I have little doubt that race played a role in this sad affair. If George Zimmerman had not regarded a young black male as both suspicious and threatening, things would surely have turned out differently. For that matter, if people's lives grew out of reflections on loving neighbor and the parable about a Samaritan Jesus told to address that issue (one of my sermon asides), our world would be a very different place, regardless of whether or not it wore the label "Christian."
And so, while I don't have much to add to the commentary on the Trayvon Martin case, I find myself wondering - with some prodding by today's gospel - about which it is that America needs more, forgiveness or healing. Many people get irritated when hearing of the sins of slavery or racism. "That was long ago," they say. It has nothing to do with me. But as William Faulkner once said, "The past is never dead. It's not even past."
The wounds and scars of the past are far from fully healed, and the fact that I never owned a slave doesn't change that at all. And the all too frequent desire to minimize those wounds and scars only rubs salt in them. There is something therapeutic about naming and claiming sins, but we are often loathe to do so. As a child of the South, I heard often the absurd claim that the Civil War wasn't caused by slavery, a denial of sin that is still popular no matter how often it is debunked.

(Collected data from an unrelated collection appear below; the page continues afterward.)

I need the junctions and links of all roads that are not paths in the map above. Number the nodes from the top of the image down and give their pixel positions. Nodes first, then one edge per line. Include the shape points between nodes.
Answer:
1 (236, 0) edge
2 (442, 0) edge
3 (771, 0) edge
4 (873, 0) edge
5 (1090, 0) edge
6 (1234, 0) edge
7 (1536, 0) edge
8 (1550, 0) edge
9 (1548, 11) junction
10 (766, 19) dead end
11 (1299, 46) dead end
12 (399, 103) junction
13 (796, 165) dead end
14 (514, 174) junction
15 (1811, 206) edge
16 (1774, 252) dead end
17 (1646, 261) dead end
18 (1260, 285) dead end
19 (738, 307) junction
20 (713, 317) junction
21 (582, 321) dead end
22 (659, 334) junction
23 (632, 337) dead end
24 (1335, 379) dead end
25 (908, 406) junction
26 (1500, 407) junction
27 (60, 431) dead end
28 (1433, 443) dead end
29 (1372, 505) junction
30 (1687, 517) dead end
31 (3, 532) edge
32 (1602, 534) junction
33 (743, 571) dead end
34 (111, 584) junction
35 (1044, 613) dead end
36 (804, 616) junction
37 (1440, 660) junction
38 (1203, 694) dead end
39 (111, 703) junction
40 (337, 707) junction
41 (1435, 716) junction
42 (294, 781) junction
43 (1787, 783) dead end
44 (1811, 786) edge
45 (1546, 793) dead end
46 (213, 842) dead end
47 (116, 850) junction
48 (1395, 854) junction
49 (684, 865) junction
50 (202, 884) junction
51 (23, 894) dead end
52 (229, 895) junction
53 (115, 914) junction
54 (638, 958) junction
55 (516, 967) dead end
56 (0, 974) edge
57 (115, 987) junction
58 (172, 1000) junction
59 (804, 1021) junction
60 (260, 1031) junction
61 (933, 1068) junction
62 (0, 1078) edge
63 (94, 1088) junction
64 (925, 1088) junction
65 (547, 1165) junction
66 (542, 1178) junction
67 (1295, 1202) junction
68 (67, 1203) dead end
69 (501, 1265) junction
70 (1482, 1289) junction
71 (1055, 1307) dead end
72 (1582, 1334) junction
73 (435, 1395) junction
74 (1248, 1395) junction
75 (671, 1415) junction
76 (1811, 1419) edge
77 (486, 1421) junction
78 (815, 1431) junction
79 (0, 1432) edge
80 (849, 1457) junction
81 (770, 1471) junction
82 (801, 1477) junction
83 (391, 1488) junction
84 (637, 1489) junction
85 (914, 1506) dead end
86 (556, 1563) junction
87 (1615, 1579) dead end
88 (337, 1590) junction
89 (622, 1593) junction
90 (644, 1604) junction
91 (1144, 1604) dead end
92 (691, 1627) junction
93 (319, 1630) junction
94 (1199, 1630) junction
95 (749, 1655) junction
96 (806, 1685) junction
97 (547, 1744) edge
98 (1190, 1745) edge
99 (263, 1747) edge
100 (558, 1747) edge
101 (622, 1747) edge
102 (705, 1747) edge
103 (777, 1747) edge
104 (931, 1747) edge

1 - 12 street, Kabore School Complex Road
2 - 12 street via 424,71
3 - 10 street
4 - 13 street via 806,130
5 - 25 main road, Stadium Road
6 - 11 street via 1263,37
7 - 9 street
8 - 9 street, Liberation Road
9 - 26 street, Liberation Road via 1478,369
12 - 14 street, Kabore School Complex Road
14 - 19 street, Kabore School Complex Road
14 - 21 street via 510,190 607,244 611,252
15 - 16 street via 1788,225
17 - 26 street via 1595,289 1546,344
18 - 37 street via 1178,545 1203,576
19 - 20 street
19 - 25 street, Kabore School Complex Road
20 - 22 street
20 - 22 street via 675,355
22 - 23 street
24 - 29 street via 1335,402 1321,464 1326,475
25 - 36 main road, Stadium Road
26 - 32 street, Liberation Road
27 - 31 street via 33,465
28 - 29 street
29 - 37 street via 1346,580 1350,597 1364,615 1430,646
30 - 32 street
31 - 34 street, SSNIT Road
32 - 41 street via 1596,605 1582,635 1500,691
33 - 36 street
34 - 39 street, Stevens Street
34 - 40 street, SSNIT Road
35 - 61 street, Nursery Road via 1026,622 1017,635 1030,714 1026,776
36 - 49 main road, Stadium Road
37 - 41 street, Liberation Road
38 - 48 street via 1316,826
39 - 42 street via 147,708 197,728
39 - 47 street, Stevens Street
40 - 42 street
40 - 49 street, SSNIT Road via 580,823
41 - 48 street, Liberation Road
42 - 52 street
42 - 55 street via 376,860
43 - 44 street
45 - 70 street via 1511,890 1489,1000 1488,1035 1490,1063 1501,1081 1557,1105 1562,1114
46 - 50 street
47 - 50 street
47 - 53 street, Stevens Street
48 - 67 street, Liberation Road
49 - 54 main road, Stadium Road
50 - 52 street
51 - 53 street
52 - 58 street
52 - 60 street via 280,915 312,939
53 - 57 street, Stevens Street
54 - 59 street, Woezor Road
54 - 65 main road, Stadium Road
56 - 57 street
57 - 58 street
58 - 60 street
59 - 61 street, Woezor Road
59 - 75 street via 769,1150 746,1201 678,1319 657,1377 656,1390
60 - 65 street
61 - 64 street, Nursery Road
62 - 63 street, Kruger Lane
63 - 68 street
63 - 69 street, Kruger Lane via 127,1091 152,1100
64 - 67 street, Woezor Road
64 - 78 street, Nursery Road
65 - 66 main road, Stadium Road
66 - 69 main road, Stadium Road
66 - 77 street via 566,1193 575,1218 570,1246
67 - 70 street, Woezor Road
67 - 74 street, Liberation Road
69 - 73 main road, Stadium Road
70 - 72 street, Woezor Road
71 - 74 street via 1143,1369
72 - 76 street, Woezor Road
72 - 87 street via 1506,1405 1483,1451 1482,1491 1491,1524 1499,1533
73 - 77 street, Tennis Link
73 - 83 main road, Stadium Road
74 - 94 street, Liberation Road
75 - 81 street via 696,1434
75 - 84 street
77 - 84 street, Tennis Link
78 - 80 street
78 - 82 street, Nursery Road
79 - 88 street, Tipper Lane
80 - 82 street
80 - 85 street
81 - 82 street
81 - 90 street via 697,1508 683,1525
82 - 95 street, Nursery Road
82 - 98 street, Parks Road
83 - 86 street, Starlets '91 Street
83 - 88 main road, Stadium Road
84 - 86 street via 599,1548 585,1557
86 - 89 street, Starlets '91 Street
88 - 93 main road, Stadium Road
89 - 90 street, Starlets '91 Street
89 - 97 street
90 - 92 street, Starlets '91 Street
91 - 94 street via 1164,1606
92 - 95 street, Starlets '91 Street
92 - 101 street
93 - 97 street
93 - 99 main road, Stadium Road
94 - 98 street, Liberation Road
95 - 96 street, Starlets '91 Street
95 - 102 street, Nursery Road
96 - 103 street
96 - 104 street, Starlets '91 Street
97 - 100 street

Regardless, there has been much progress in the area of racial reconciliation. Events from my childhood seem almost ancient when I see them in news footage. Maybe we simply need to focus on getting past race. Let's forget about sin and move on with the healing.
I've often been troubled by today's gospel reading which seems to imply that Jesus only healed a paralytic to prove he had authority to forgive the man. But today I am appreciative of the passage's unwillingness to completely separate the two things. Not that sin caused the man to be paralyzed, but sin is a fundamental problem for human beings, and any healing that deals with physical healing without dealing with sin is at best a partial healing. And our difficulty with sin in matters of race makes full healing difficult.
And this is not simply a call for all those racists out there to confess their sins. I hope they will, but confessing other people's sin is part of the problem. I tend to imagine my lingering tinges of racism as benign. Only other, more virulent forms are a problem. Of course that's not so different from someone who looks like a racist to me talking about how he never owned slaves or barred people from his establishment on account of race.
And so in my uncertainty about just what to say about George Zimmerman or the meanings to be drawn from the verdict in his trial, I'll simply pray for forgiveness and healing. We still need both.